The quote just completed on https://cryptograms.puzzlebaron.com/check2.php
"Men weary as much of not doing the things they want to do as of doing the things they do not want to do. "
— Eric Hoffer
... took me awhile to understand it, but then it became clear, when I thought about this Saturday, in which I spent from 9 in the morning until 7pm just now replacing the cabinet doors in the kitchen. My wife had been working every weekend for the past several weeks on refinishing the cabinets and my job is to put the new hardware on the doors and mount them. It should be an easy job, but "guy things" are rarely easy for me, and so, it took all day, preparing the new hinges, installing them, mounting the doors, adjusting them to the correct height and depth, and putting on new doorknobs.
All the while I am frustrated, as always, because every weekend, I am taken away from the things I want to do. We're to be going to Ireland next month, and she hasn't even looked at one thing she wants to do there, and so I need to find the time to arrange every single thing. So I'd like to be looking at Ireland.

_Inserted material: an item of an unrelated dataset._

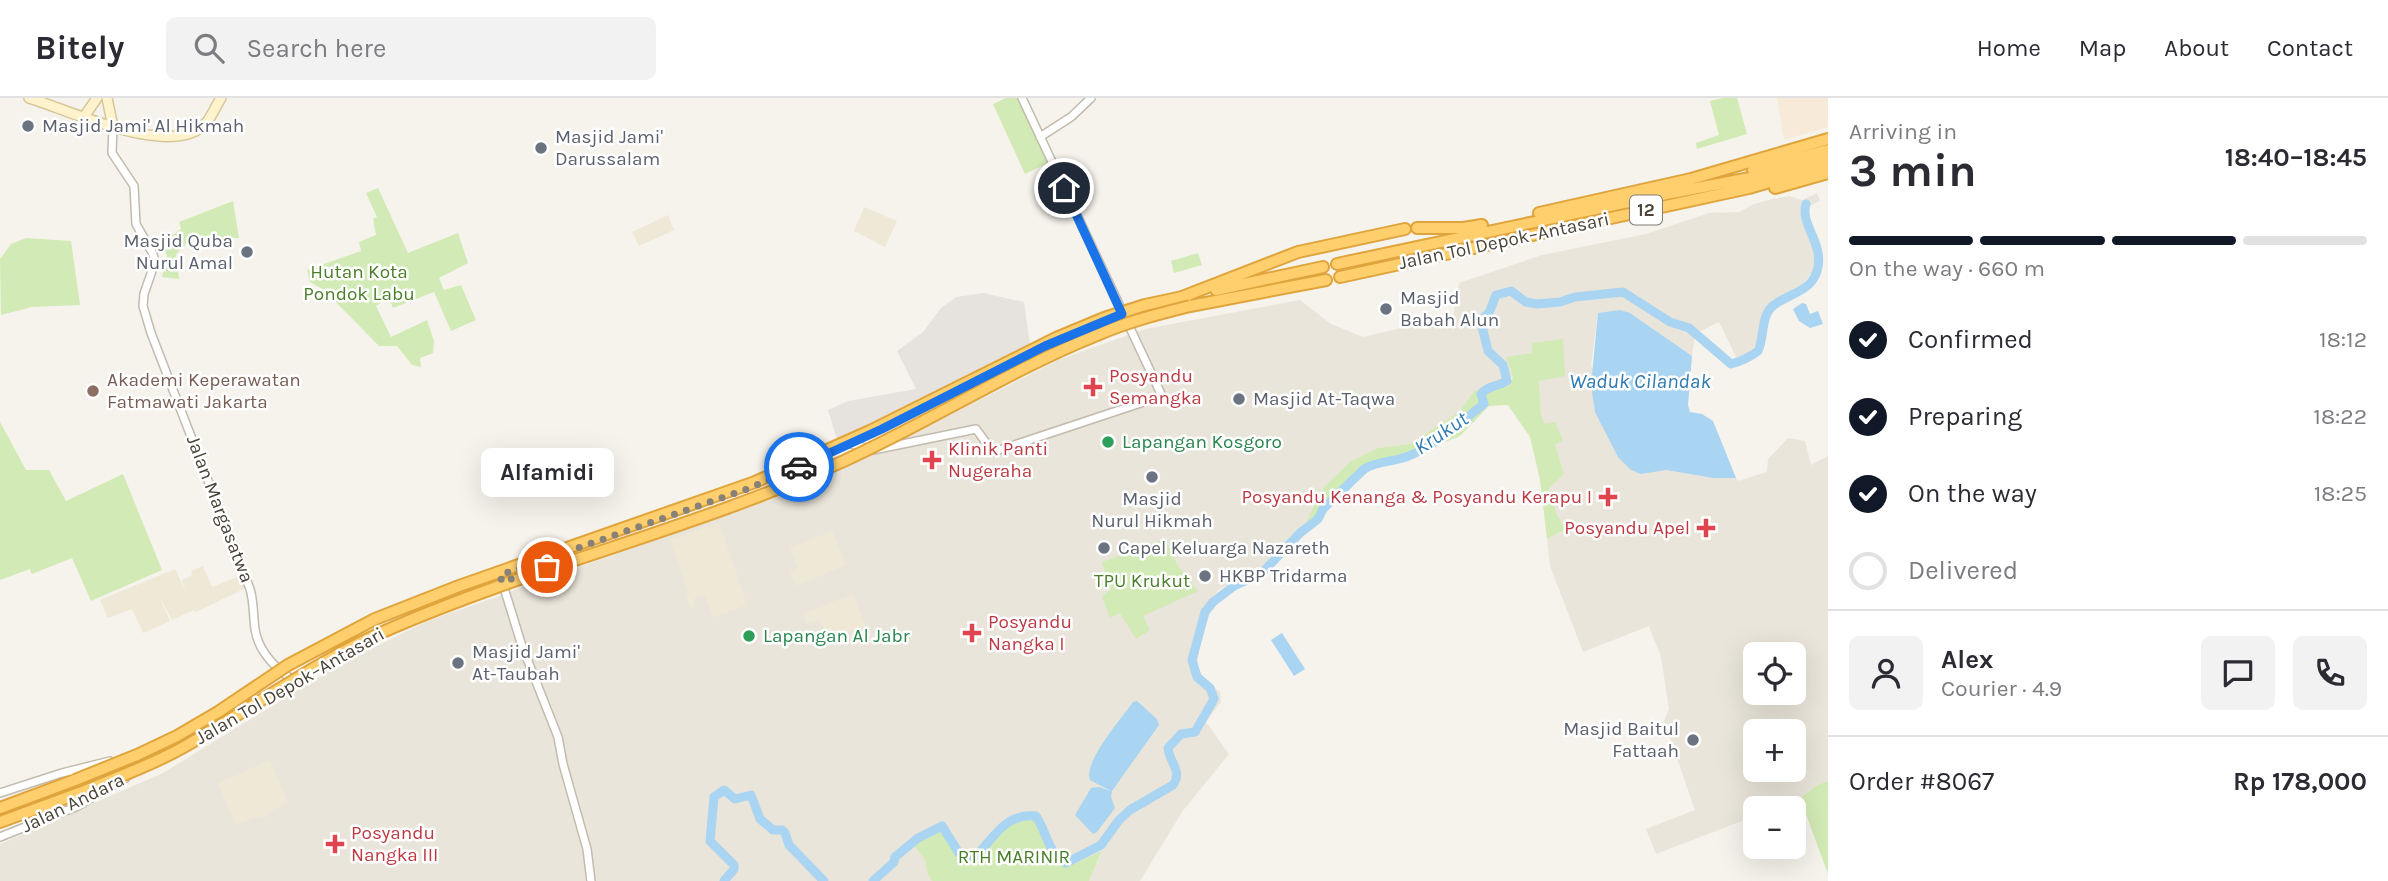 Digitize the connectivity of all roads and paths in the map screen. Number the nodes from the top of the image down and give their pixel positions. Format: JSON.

Also, I'd like to be working on my songs, songs that I'm composing on the computer as well as the acoustic guitar. I also need to practice the songs we are playing at church tomorrow.
And so ... as always, another weekend is spent doing what my wife wants to do and not what I wish to do.
If I complain (as I am) it sounds like petulant whining. She will, of course, have the best argument: that her projects are to improve our home and are something that everyone in the house benefits from. My writing/creative exploits are something that only I benefit from.
And for that, the sacrifice is justified. But it does not make the quote any less salient, or poignant.